### Activity
Answer with one number only: how many lines in this material contain the word "Δωδώνης"?
*** The data ***
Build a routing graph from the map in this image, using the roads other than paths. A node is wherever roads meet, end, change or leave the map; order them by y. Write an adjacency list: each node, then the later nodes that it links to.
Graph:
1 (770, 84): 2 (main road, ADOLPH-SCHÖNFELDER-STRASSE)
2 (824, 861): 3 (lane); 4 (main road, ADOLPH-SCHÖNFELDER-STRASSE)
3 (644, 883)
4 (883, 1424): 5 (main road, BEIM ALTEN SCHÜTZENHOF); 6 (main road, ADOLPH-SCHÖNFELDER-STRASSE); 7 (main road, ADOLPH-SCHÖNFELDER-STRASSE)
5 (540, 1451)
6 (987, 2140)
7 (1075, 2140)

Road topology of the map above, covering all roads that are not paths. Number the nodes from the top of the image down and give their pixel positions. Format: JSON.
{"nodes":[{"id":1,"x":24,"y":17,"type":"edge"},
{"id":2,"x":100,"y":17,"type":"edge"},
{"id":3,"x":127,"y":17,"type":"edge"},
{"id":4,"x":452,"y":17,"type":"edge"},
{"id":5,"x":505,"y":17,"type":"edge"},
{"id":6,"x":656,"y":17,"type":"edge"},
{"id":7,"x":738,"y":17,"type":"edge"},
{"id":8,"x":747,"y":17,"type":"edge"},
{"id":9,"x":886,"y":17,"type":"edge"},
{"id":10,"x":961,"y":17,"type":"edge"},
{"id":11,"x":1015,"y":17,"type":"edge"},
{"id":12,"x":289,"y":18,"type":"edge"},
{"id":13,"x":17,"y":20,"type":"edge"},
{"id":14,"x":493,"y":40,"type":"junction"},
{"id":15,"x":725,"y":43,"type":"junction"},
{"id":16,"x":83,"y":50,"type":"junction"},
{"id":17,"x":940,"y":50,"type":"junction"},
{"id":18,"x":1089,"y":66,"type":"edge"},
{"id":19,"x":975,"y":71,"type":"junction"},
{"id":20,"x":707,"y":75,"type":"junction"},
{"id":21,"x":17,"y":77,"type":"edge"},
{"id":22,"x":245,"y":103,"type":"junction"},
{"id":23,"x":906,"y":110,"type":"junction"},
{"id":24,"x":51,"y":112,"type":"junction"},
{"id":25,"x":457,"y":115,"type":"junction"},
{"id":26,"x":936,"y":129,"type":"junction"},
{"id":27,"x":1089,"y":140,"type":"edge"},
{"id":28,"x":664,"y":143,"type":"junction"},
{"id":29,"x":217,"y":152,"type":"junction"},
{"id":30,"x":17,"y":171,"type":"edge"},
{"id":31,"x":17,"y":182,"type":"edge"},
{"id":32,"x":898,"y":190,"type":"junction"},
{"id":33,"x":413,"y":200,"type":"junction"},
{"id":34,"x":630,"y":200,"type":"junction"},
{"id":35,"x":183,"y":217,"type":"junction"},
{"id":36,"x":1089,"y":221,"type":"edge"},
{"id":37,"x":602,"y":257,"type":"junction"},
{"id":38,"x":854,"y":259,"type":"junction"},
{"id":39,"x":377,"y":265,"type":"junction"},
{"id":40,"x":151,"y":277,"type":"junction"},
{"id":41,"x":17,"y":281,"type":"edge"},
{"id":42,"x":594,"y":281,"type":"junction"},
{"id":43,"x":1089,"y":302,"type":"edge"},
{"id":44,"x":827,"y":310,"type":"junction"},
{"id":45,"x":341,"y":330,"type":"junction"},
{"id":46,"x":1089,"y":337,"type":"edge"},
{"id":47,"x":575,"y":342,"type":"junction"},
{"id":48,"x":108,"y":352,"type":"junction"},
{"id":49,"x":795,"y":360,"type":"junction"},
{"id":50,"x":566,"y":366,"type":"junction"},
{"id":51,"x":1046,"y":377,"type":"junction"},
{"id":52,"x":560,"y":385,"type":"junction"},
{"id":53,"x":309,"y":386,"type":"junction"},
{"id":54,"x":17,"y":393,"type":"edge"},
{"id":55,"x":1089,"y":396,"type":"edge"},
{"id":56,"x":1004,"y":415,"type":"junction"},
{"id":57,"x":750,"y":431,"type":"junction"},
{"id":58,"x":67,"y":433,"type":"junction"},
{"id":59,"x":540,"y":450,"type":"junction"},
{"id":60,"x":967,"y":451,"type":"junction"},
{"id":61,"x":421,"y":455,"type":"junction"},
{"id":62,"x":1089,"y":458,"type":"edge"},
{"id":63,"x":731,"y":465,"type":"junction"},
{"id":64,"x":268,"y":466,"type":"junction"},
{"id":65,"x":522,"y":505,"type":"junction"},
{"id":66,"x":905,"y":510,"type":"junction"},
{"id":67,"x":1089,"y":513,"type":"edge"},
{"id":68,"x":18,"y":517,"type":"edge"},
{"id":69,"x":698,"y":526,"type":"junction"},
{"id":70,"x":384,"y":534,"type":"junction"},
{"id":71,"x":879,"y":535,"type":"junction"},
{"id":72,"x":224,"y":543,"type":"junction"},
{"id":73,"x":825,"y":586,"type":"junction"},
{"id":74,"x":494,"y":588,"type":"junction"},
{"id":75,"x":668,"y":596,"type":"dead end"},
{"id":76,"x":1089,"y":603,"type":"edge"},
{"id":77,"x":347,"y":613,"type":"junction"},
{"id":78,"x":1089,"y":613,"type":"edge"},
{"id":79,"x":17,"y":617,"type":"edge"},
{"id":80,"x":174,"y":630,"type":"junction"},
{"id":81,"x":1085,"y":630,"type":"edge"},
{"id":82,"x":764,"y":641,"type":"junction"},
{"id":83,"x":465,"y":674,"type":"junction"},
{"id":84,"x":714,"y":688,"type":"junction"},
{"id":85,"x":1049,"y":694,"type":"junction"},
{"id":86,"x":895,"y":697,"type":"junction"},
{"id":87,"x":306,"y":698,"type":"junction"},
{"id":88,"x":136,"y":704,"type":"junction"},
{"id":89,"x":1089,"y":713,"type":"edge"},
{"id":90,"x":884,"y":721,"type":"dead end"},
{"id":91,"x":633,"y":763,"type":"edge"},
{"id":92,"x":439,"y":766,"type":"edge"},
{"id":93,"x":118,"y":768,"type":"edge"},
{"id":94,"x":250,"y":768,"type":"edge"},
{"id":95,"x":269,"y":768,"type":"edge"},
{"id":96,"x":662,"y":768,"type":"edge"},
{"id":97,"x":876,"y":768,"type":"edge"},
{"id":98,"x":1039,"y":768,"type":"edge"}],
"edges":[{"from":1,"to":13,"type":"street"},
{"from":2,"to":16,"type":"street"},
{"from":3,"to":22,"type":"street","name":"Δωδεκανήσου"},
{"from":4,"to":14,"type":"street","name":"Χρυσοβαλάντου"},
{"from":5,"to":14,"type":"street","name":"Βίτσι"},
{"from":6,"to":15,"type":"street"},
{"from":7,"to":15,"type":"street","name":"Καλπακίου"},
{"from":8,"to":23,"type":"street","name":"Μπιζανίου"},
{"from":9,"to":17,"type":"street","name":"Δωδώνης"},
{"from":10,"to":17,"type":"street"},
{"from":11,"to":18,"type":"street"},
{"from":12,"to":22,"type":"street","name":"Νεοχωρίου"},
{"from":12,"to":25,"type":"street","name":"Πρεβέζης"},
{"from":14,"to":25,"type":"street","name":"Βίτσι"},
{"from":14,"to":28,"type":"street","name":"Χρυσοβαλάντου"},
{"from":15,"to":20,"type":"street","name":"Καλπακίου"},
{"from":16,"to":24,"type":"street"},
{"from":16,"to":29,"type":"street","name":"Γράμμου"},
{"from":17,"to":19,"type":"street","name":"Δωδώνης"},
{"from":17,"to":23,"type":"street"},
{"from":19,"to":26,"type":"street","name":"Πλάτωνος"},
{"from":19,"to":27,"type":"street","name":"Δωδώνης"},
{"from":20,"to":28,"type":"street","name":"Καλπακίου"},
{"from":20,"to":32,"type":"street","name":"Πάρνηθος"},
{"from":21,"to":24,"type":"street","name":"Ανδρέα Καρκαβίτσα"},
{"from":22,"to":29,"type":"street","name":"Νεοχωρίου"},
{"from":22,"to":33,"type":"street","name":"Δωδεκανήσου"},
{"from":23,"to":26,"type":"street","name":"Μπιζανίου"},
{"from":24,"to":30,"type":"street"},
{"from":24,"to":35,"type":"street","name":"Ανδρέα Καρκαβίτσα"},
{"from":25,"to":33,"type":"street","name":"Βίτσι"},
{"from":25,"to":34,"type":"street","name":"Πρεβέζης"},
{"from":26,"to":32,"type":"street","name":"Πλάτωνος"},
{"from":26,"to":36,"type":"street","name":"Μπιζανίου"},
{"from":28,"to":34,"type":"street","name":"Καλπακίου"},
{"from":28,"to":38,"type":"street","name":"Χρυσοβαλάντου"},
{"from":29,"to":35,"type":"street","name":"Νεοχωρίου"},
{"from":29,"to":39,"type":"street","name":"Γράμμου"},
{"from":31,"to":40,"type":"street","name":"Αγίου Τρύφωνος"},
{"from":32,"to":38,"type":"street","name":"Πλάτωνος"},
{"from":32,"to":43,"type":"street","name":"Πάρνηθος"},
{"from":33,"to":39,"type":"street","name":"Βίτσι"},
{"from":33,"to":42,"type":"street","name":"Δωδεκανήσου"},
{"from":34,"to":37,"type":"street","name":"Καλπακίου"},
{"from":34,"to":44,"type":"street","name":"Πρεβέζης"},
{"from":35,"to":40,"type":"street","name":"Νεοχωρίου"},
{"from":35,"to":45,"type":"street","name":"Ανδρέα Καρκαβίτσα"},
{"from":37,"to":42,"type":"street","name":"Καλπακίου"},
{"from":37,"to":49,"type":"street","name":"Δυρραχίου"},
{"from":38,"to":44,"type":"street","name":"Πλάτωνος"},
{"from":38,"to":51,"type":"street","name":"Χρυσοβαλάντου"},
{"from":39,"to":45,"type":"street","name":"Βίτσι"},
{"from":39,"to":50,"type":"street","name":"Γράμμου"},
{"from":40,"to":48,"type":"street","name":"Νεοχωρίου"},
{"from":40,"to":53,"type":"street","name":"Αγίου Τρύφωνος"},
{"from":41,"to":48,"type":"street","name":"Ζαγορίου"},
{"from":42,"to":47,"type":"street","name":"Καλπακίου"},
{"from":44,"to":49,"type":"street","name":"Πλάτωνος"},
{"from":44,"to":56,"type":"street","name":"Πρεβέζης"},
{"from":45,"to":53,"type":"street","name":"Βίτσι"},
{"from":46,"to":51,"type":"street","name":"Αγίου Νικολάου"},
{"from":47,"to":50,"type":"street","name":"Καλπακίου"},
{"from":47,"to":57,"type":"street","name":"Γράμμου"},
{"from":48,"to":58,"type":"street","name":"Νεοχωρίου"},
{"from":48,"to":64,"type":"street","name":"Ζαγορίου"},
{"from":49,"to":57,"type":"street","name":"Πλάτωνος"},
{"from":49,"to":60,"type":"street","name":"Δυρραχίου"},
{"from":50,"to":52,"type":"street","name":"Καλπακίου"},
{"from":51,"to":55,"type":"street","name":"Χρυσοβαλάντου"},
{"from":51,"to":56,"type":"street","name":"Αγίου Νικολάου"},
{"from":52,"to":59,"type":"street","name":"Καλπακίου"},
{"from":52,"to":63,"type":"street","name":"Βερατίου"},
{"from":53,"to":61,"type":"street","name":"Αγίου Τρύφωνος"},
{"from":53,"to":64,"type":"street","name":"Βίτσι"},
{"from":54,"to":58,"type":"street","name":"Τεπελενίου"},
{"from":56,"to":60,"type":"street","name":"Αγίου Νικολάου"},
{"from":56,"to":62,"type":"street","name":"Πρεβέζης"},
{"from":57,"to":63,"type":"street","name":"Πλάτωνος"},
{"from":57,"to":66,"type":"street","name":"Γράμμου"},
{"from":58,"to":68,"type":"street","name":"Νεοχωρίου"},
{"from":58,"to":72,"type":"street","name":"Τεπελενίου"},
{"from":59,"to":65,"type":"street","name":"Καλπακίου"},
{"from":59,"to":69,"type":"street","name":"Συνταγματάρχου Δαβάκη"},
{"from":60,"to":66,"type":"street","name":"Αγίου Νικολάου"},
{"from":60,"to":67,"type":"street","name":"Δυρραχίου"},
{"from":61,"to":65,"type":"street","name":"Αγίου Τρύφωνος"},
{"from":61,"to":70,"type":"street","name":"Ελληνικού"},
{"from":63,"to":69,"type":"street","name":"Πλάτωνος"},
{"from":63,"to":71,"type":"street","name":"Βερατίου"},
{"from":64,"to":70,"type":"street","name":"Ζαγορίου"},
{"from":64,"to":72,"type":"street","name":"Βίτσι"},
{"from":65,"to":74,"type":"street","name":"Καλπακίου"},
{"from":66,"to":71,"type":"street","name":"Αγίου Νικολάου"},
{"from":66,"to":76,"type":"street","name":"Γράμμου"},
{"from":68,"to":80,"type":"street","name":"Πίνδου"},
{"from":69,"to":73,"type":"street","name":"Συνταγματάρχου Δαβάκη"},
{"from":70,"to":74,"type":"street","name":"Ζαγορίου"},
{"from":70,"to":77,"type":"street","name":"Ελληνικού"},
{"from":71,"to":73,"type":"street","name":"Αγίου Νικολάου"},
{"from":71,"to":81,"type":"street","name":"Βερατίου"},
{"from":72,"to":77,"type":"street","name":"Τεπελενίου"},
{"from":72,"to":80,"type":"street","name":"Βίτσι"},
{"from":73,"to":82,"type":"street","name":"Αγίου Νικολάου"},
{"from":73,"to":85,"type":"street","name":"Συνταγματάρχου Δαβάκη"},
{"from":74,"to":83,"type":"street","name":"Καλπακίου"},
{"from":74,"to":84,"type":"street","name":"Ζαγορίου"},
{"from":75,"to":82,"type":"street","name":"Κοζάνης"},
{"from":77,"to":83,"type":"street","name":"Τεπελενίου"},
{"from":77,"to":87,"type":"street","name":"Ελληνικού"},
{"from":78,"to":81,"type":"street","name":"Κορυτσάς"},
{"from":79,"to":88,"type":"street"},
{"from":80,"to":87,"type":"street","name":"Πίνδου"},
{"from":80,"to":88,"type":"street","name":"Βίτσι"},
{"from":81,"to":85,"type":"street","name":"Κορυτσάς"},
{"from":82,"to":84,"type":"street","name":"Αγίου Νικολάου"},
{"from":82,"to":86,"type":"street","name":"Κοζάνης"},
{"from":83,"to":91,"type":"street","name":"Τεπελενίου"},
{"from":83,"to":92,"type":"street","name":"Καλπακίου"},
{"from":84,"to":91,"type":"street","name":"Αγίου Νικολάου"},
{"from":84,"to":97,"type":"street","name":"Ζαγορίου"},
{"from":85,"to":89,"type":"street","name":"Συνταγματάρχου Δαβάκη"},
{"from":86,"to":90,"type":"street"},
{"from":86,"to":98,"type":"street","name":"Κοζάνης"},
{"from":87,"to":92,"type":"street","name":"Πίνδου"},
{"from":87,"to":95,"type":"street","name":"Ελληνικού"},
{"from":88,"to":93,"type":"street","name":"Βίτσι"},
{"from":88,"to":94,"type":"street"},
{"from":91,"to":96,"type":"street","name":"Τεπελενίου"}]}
*** End of The data ***
### Completed exercise
3